En cours de route, ces pillards arabes nous ont visités à plusieurs reprises. Il est inutile de dire qu’ils ont pris et emporté durant leurs visites argent, vêtements, lits et literie...

Nous sommes arrivés en ville après le coucher du soleil, puis avons été amenés dans un champ situé à une demi-heure de là [...]

Nous étions à présent en train de récupérer un peu de nos efforts près de la porte de la ville, au pied du mur d’une maison à coupole, tentant, avec de l’argent — si tant est que le maigre contenu de nos poches le permettait —, de rentrer dans le khan de la ville, plutôt que de nous reposer sous nos tentes, la tête sous un toit, à cette heure de la soirée, à l’abri du froid et de la neige. C’est à ce moment-là que nous avons soudain subi l’ultime attaque d’un groupe compact d’Arabes, grands et petits, dont nos misérables parapluies furent les victimes, quoique nous en ayons, depuis longtemps, oublié l’usage.
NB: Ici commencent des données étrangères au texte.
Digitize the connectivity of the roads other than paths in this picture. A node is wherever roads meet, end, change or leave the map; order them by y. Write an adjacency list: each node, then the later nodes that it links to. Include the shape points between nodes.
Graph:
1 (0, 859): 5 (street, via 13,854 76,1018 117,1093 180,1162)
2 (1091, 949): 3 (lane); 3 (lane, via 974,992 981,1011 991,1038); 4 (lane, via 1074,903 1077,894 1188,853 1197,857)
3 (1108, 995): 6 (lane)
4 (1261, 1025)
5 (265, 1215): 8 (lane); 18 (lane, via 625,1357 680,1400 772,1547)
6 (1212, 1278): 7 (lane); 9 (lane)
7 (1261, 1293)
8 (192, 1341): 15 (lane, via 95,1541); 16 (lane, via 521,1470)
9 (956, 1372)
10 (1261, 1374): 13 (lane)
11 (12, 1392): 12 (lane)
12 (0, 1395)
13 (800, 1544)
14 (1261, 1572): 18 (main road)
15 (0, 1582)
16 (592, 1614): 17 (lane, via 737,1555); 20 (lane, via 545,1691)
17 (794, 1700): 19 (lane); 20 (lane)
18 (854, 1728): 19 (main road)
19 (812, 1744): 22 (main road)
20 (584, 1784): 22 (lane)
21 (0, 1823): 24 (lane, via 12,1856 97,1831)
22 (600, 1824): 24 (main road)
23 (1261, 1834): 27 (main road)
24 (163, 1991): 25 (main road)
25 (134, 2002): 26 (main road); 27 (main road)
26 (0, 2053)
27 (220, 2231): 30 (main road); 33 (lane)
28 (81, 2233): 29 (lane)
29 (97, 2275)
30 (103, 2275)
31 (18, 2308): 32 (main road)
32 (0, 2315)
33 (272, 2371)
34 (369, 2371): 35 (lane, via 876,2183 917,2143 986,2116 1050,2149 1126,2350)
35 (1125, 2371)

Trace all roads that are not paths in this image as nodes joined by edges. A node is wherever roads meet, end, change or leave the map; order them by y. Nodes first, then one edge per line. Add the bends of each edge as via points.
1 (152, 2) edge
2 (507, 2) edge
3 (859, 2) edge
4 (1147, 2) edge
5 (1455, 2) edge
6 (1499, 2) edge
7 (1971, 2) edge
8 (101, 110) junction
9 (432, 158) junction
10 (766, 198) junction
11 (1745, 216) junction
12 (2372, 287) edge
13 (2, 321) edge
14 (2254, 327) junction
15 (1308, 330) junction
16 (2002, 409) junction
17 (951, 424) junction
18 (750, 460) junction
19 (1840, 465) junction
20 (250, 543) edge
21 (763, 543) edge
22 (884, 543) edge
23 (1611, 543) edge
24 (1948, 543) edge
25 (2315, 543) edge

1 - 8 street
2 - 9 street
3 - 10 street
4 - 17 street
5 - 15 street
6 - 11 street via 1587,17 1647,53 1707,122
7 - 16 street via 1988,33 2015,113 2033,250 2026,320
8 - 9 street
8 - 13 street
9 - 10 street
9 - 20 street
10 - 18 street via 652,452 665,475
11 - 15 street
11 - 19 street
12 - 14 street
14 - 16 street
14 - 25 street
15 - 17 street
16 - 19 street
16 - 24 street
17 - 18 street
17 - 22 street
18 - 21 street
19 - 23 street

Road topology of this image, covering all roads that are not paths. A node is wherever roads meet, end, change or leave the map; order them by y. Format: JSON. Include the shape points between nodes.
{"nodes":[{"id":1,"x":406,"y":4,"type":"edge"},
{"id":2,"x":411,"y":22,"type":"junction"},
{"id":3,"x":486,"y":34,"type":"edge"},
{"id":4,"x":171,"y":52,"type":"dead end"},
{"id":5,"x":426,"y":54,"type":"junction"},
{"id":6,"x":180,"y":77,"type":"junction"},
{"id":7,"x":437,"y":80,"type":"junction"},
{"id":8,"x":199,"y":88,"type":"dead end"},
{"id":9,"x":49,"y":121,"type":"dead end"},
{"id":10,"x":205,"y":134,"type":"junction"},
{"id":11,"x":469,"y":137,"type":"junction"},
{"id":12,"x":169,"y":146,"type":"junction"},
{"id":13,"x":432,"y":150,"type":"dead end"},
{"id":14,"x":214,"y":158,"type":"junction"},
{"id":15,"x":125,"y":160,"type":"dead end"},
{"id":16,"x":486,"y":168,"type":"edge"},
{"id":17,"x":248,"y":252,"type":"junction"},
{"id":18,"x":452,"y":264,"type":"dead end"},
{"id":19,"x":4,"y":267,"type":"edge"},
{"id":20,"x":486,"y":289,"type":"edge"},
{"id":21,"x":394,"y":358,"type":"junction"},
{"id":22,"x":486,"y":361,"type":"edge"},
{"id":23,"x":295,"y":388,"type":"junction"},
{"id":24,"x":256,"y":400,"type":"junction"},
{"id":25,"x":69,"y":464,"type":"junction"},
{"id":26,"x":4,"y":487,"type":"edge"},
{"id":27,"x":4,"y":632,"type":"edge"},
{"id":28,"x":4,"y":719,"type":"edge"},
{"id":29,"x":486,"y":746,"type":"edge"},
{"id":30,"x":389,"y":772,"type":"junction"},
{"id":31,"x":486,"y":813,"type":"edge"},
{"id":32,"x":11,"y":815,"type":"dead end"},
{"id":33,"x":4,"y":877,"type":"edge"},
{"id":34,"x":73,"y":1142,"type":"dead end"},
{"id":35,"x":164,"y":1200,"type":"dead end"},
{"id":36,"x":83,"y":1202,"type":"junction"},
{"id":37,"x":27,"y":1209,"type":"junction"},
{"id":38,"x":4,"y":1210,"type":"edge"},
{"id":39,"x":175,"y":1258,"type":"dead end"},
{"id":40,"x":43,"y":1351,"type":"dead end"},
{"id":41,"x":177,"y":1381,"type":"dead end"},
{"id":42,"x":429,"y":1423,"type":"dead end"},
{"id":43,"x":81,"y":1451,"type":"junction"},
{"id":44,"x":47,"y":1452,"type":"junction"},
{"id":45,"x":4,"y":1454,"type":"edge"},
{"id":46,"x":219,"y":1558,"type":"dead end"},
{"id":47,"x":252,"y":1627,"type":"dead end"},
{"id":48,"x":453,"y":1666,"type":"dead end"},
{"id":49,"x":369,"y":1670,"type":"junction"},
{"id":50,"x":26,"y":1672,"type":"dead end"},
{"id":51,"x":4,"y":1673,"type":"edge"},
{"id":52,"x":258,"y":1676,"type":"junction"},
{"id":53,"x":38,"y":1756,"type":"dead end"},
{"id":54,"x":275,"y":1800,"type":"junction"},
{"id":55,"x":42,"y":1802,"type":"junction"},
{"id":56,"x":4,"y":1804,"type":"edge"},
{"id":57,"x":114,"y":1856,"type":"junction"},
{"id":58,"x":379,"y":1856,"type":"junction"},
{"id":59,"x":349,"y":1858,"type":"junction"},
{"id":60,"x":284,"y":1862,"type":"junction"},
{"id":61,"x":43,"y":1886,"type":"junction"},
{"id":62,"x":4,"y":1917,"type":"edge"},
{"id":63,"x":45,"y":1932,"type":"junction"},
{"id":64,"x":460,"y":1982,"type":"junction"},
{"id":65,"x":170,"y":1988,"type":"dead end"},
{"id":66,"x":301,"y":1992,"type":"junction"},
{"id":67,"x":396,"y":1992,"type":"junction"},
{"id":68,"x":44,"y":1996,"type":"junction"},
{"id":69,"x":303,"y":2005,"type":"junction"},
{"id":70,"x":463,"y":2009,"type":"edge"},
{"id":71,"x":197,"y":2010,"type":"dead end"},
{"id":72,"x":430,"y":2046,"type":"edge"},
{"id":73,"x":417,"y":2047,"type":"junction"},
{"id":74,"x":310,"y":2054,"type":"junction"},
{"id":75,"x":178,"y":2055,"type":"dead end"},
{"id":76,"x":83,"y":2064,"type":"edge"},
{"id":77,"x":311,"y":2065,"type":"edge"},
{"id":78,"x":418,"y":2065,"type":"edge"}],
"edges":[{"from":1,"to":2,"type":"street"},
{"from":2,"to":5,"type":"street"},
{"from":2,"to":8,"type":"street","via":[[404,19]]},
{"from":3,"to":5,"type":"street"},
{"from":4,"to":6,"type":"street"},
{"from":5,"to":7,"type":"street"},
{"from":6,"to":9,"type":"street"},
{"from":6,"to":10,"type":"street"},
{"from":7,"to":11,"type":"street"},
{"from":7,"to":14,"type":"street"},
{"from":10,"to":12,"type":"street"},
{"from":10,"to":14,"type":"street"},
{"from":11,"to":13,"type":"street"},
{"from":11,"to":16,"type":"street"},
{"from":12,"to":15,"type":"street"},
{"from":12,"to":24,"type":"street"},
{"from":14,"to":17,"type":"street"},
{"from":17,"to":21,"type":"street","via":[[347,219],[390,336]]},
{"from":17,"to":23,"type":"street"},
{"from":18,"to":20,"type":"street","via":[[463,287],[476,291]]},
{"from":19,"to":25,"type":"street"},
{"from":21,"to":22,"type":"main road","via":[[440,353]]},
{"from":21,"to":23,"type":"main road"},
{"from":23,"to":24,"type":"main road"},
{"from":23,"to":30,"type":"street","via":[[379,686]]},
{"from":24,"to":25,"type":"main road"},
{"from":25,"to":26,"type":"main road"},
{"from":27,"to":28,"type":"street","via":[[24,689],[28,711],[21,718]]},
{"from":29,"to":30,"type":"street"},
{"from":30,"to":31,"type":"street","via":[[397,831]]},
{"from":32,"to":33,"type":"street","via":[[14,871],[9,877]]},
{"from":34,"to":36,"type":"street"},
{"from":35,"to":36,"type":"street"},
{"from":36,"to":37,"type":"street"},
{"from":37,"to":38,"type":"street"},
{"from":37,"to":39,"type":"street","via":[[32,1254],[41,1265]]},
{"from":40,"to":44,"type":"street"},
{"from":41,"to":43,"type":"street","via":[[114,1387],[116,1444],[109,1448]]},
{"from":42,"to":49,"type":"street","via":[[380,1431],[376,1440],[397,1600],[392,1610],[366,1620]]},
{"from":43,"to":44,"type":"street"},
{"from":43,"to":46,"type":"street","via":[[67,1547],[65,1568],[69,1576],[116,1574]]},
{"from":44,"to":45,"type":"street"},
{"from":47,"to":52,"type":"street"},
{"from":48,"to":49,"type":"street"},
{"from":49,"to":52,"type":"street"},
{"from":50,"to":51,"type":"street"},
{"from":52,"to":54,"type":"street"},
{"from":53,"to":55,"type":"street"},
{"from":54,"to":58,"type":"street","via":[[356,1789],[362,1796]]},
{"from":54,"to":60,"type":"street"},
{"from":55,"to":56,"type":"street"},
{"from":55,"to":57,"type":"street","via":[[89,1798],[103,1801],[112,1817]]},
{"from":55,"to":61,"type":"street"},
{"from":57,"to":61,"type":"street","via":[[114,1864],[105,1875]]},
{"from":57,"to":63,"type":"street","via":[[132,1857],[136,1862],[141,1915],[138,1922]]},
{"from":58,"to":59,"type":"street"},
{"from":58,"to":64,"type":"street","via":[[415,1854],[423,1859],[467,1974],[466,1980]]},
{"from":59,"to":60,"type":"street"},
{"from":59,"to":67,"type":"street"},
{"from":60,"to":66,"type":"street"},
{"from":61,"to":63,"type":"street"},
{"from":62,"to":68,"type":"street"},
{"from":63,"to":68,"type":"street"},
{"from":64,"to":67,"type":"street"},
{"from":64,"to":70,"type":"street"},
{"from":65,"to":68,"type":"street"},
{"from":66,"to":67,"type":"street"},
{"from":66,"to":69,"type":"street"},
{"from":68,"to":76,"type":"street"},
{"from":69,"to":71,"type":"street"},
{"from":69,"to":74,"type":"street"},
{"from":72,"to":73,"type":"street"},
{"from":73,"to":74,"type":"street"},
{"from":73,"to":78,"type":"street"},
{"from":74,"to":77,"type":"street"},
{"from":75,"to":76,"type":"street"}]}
Entre temps, notre tentative [de pénétrer dans la ville] avait échoué et nous avons repris le chemin des tentes. Il fait nuit — une obscurité terrifiante et ahurissante qui n’est perturbée que par les assauts du froid qui nous ont littéralement transis — et, dans un état proche de la folie, nous nous arrêtons dans un endroit où nous allons dresser notre tente. Mais... certains ne sont plus là et nous commençons, comme beaucoup d’autres, à la tendre en poussant des cris misérables — «Les gars! venez». Quand ils entendent nos voix, ils crient à leur tour «nous sommes ici, nous arrivons! où êtes-vous?» Mais il est impossible de vérifier qui répond à qui, d’autant que nous sommes sur une vaste étendue. Finalement, comme tout le monde, nous retrouvons les nôtres, et nous nous rassemblons sous la tente dressée à la hâte. Après avoir mangé un petit quelque chose — du reste que nous restait-il —, nos yeux et nos corps épuisés sombrèrent dans les bras de Morphée jusqu’à l’aube [...] Ils allaient se réveiller demain pour fêter le 1er janvier 1916, puis Noël.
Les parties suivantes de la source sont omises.